So, you're saying bandwidth increase while maintaining backwards compatibility won't be possible through the Lightning interface? Surely, USB 1.0 to USB 2.0 demonstrated a counter-example to your statement.
Yes, and? Lightning 2.0. Sure. That doesn't mean the physical interface changes. That doesn't mean there isn't backwards compatibility. That doesn't mean there isn't forwards compatibility. "And thats where all this future proof talk goes deaf" argument made no statements to support itself. "Meanwhile, Lightning still has the same bandwidth" is like saying "Meanwhile, USB still has the same bandwidth with USB 2.0 as it did with USB 1.0". There will be higher bandwidth Lightning 2.0 peripherals with Lightning 2.0 devices; but Lightning 1.0 peripherals will still be compatible. The Lightning interface doesn't establish some sort of permanent bandwidth cap to its future backwards-compatible revisions.
Do you mean the future where we're streaming 4k video? If HEVC (aka H.265) lives up to its promise, 4k video will come in around a mere 50% more than 1080p does now.
Meanwhile, lossless 1080p would require 20000% more space (no I didn't add too many zeros, that's 200 times more).
This isn't streaming, its the last 50cm from your computer to your display. The 200 times more of data are already handled without a sweat by today's interfaces. Dual link DVI, from 1999, can already do more than 1080p.
Apple are trying to handle all technologies without custom hardware in the device. Effectively, they have turned it into a streaming scenario. It's not as weird as you'd think -- there are USB3 video adapters that work the same way.
DVI, HDMI and MHL all require custom hardware in the device. As the Apple engineer said, Apple are trying to avoid this.
Taking 1 master protocol (DisplayPort) and converting appropriately would make a hell of a lot more sense then starting with your own proprietary format, and putting compressed video decoders in your cables.
Avoiding custom hardware in devices just seems ridiculous - to support new standards Apple are either going to have to update their chips or update their devices, and they will have to update the cables too. There's not a saving here that isn't achieved by simply using an existing standard.
Sorry but are you talking about the right connector here ? Lightning is for the iPod, iPhone and iPad.
Of course dual link DVI et al can do more than 1080p.

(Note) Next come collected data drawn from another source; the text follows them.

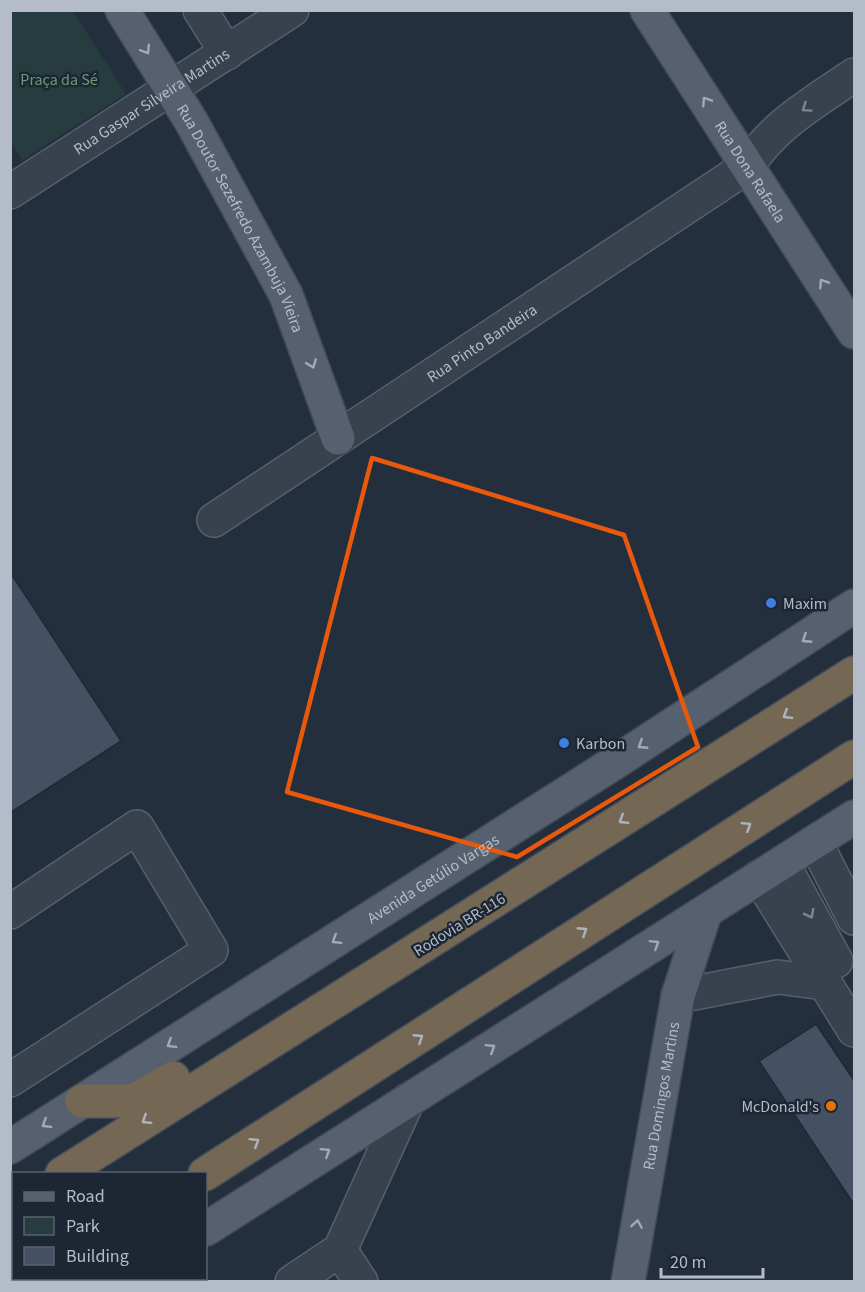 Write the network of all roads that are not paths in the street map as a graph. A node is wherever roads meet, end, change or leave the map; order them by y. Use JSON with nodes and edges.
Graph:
{"nodes":[{"id":1,"x":122,"y":10,"type":"edge"},
{"id":2,"x":200,"y":10,"type":"edge"},
{"id":3,"x":292,"y":10,"type":"edge"},
{"id":4,"x":647,"y":10,"type":"edge"},
{"id":5,"x":227,"y":52,"type":"junction"},
{"id":6,"x":855,"y":75,"type":"edge"},
{"id":7,"x":170,"y":89,"type":"junction"},
{"id":8,"x":748,"y":166,"type":"junction"},
{"id":9,"x":10,"y":192,"type":"edge"},
{"id":10,"x":855,"y":332,"type":"edge"},
{"id":11,"x":338,"y":438,"type":"junction"},
{"id":12,"x":214,"y":520,"type":"dead end"},
{"id":13,"x":855,"y":606,"type":"edge"},
{"id":14,"x":855,"y":673,"type":"edge"},
{"id":15,"x":855,"y":758,"type":"edge"},
{"id":16,"x":855,"y":817,"type":"edge"},
{"id":17,"x":815,"y":842,"type":"junction"},
{"id":18,"x":770,"y":870,"type":"junction"},
{"id":19,"x":10,"y":912,"type":"edge"},
{"id":20,"x":705,"y":913,"type":"junction"},
{"id":21,"x":855,"y":918,"type":"edge"},
{"id":22,"x":839,"y":987,"type":"edge"},
{"id":23,"x":356,"y":989,"type":"junction"},
{"id":24,"x":678,"y":996,"type":"junction"},
{"id":25,"x":855,"y":1030,"type":"edge"},
{"id":26,"x":10,"y":1080,"type":"edge"},
{"id":27,"x":408,"y":1100,"type":"junction"},
{"id":28,"x":82,"y":1101,"type":"junction"},
{"id":29,"x":10,"y":1147,"type":"edge"},
{"id":30,"x":64,"y":1172,"type":"edge"},
{"id":31,"x":207,"y":1172,"type":"edge"},
{"id":32,"x":207,"y":1228,"type":"edge"},
{"id":33,"x":340,"y":1250,"type":"junction"},
{"id":34,"x":292,"y":1281,"type":"edge"},
{"id":35,"x":361,"y":1281,"type":"edge"},
{"id":36,"x":628,"y":1281,"type":"edge"}],
"edges":[{"from":1,"to":7,"type":"main road","name":"Rua Doutor Sezefredo Azambuja Vieira","one_way":true},
{"from":2,"to":5,"type":"street"},
{"from":3,"to":5,"type":"street","name":"Rua Gaspar Silveira Martins"},
{"from":8,"to":4,"type":"main road","name":"Rua Dona Rafaela","one_way":true},
{"from":5,"to":7,"type":"street","name":"Rua Gaspar Silveira Martins"},
{"from":6,"to":8,"type":"street","one_way":true},
{"from":7,"to":9,"type":"street","name":"Rua Gaspar Silveira Martins"},
{"from":7,"to":11,"type":"main road","name":"Rua Doutor Sezefredo Azambuja Vieira","one_way":true},
{"from":10,"to":8,"type":"main road","name":"Rua Dona Rafaela","one_way":true},
{"from":8,"to":11,"type":"street","name":"Rua Pinto Bandeira"},
{"from":11,"to":12,"type":"street","name":"Rua Pinto Bandeira"},
{"from":13,"to":28,"type":"main road","name":"Avenida Getúlio Vargas","one_way":true},
{"from":14,"to":23,"type":"highway","name":"Rodovia BR-116","one_way":true},
{"from":31,"to":15,"type":"highway","one_way":true},
{"from":16,"to":17,"type":"main road"},
{"from":17,"to":18,"type":"main road"},
{"from":17,"to":21,"type":"street"},
{"from":18,"to":20,"type":"main road"},
{"from":18,"to":22,"type":"street"},
{"from":19,"to":26,"type":"street"},
{"from":20,"to":24,"type":"main road","name":"Rua Domingos Martins"},
{"from":27,"to":20,"type":"main road","one_way":true},
{"from":22,"to":24,"type":"street"},
{"from":22,"to":25,"type":"street"},
{"from":23,"to":28,"type":"highway"},
{"from":23,"to":30,"type":"highway","name":"Rodovia BR-116","one_way":true},
{"from":36,"to":24,"type":"main road","name":"Rua Domingos Martins","one_way":true},
{"from":32,"to":27,"type":"main road","one_way":true},
{"from":27,"to":33,"type":"street"},
{"from":28,"to":29,"type":"main road","name":"Avenida Getúlio Vargas","one_way":true},
{"from":33,"to":34,"type":"street"},
{"from":33,"to":35,"type":"street"}]} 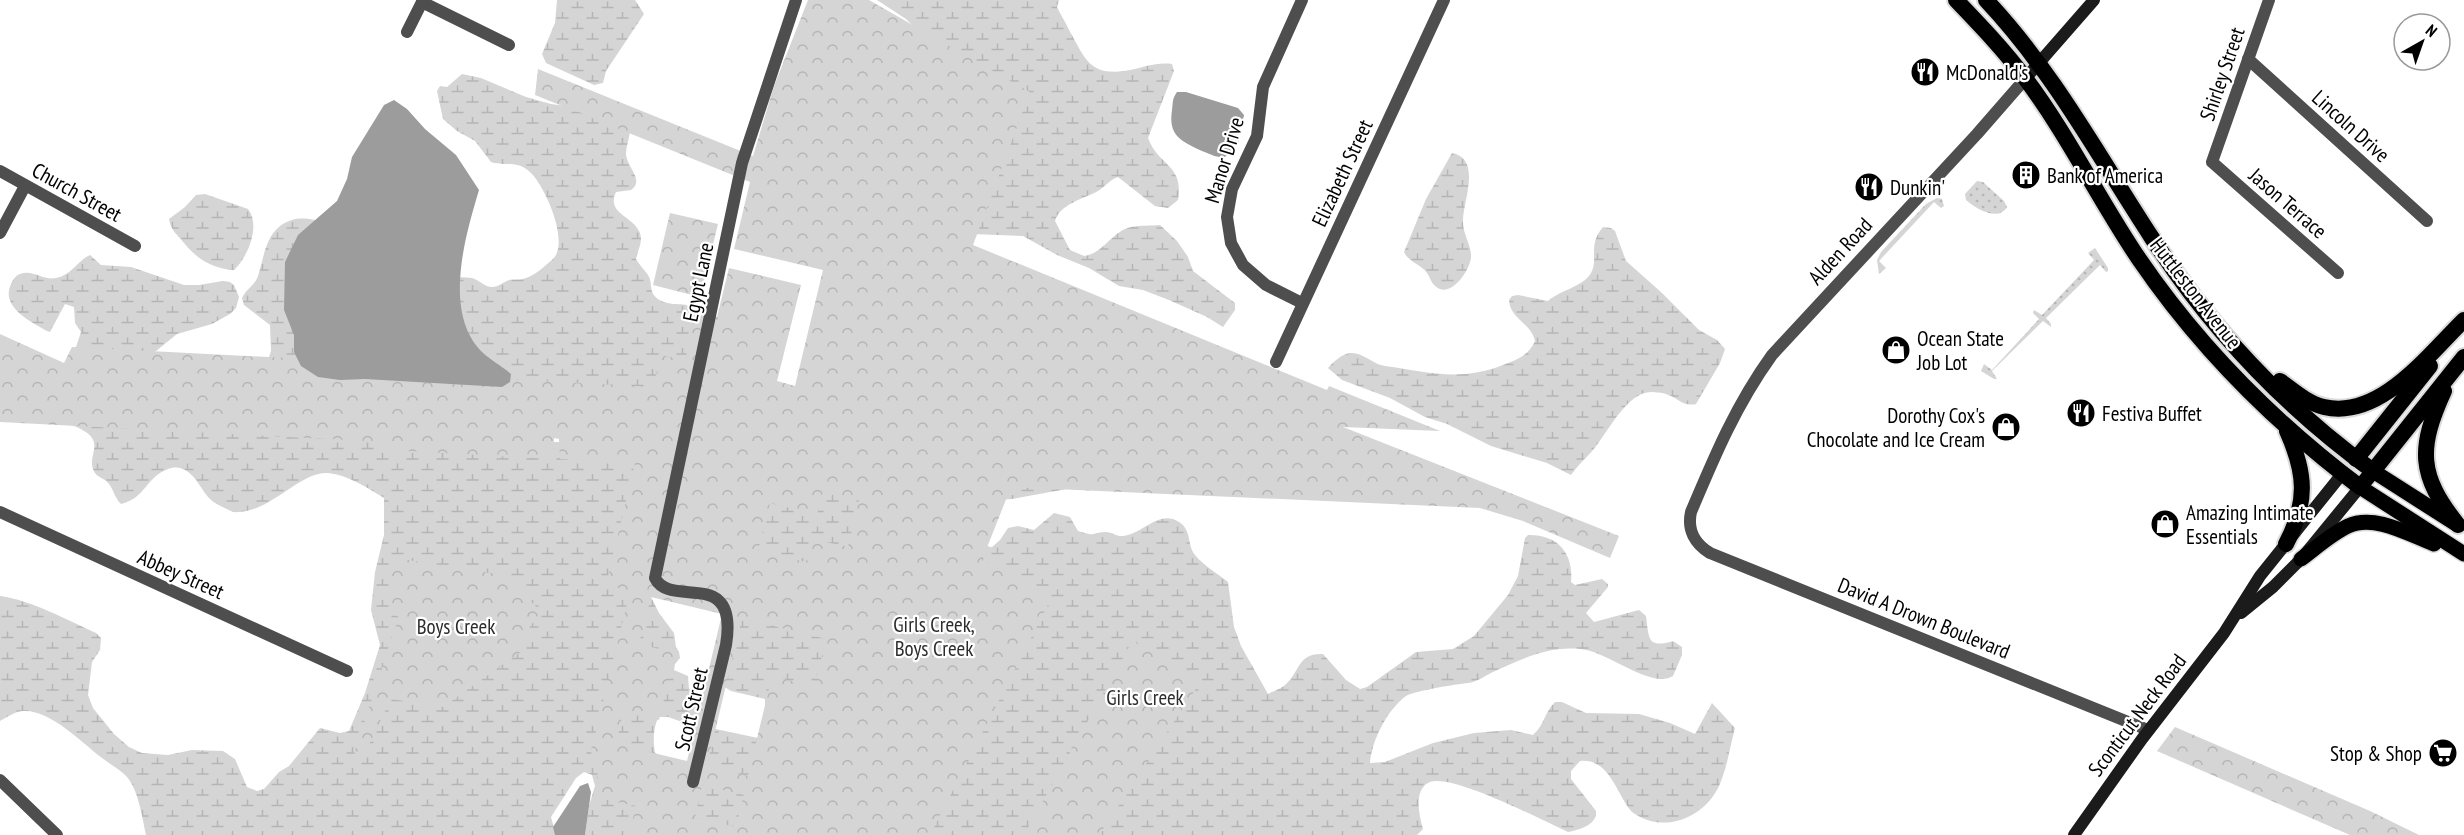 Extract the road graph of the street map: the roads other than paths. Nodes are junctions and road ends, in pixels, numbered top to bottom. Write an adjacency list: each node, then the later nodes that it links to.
1 (796, 0): 37 (street, Egypt Lane)
2 (1302, 0): 21 (street, Manor Drive)
3 (1444, 0): 21 (street, Elizabeth Street)
4 (1956, 0): 13 (highway, Huttleston Avenue)
5 (1986, 0): 12 (highway, Huttleston Avenue)
6 (2094, 0): 12 (main road, Alden Road)
7 (2269, 0): 11 (street, Shirley Street)
8 (423, 1): 9 (street); 10 (street)
9 (407, 32)
10 (509, 45)
11 (2248, 59): 14 (street, Shirley Street); 17 (street, Lincoln Drive)
12 (2040, 62): 13 (main road, Alden Road); 23 (highway, Huttleston Avenue)
13 (2025, 79): 26 (highway, Huttleston Avenue); 33 (street, Alden Road)
14 (2212, 162): 20 (street, Jason Terrace)
15 (0, 171): 16 (street, Church Street)
16 (25, 186): 18 (street); 19 (street, Church Street)
17 (2427, 221)
18 (0, 233)
19 (135, 246)
20 (2338, 273)
21 (1302, 303): 24 (street, Elizabeth Street)
22 (2464, 320): 23 (highway); 27 (highway)
23 (2224, 336): 27 (highway, Huttleston Avenue)
24 (1276, 362)
25 (2459, 363): 28 (highway); 32 (highway)
26 (2284, 424): 29 (highway, Huttleston Avenue); 34 (highway)
27 (2356, 459): 28 (highway, Huttleston Avenue); 29 (main road)
28 (2373, 471): 30 (main road); 32 (main road, Huttleston Avenue)
29 (2342, 474): 30 (highway, Huttleston Avenue); 34 (main road, Sconticut Neck Road)
30 (2360, 488): 35 (main road, Huttleston Avenue); 36 (main road, Sconticut Neck Road)
31 (0, 512): 39 (street, Abbey Street)
32 (2461, 527)
33 (1692, 532): 40 (street, David A Drown Boulevard)
34 (2286, 544): 38 (main road, Sconticut Neck Road)
35 (2464, 554): 36 (main road)
36 (2301, 559): 38 (main road, Sconticut Neck Road)
37 (655, 578): 42 (street, Scott Street)
38 (2233, 620): 40 (main road, Sconticut Neck Road)
39 (347, 671)
40 (2148, 730): 44 (main road, Sconticut Neck Road)
41 (0, 780): 43 (street)
42 (693, 782)
43 (57, 835)
44 (2074, 835)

They are all huge. Apple's needs to support not just today's thin devices but those for the next decade (iWatch ?).
Because MHL isn't USB. It uses the same plug but runs its own HDMI hardware connection over the pins -- exactly what the Apple engineer said they were trying to avoid doing for every single hardware setup.
There's every indication that Lightning can handle much more than this but in order to get the hardware running quickly, they've reused settings that were previous used for WiFi data rates.
All we can guess is that Lightning can handle somewhere between 10Mbps (AirPlay over WiFi) and 2Gbps (native HDMI rates). We have absolutely no idea where in that range its actual capabilities lie.
I'm guessing its actual capabilities are basically just USB 2.0. Someone tore apart a Lightning-to-USB sync cable ages ago and the data pins are apparently wired straight through - so we know that Lightning can speak it natively - and given all the focus on simplicity and not doing multiplexing at the expense of more complexity in the adapter I can't see any reason why Apple would develop their own protocol.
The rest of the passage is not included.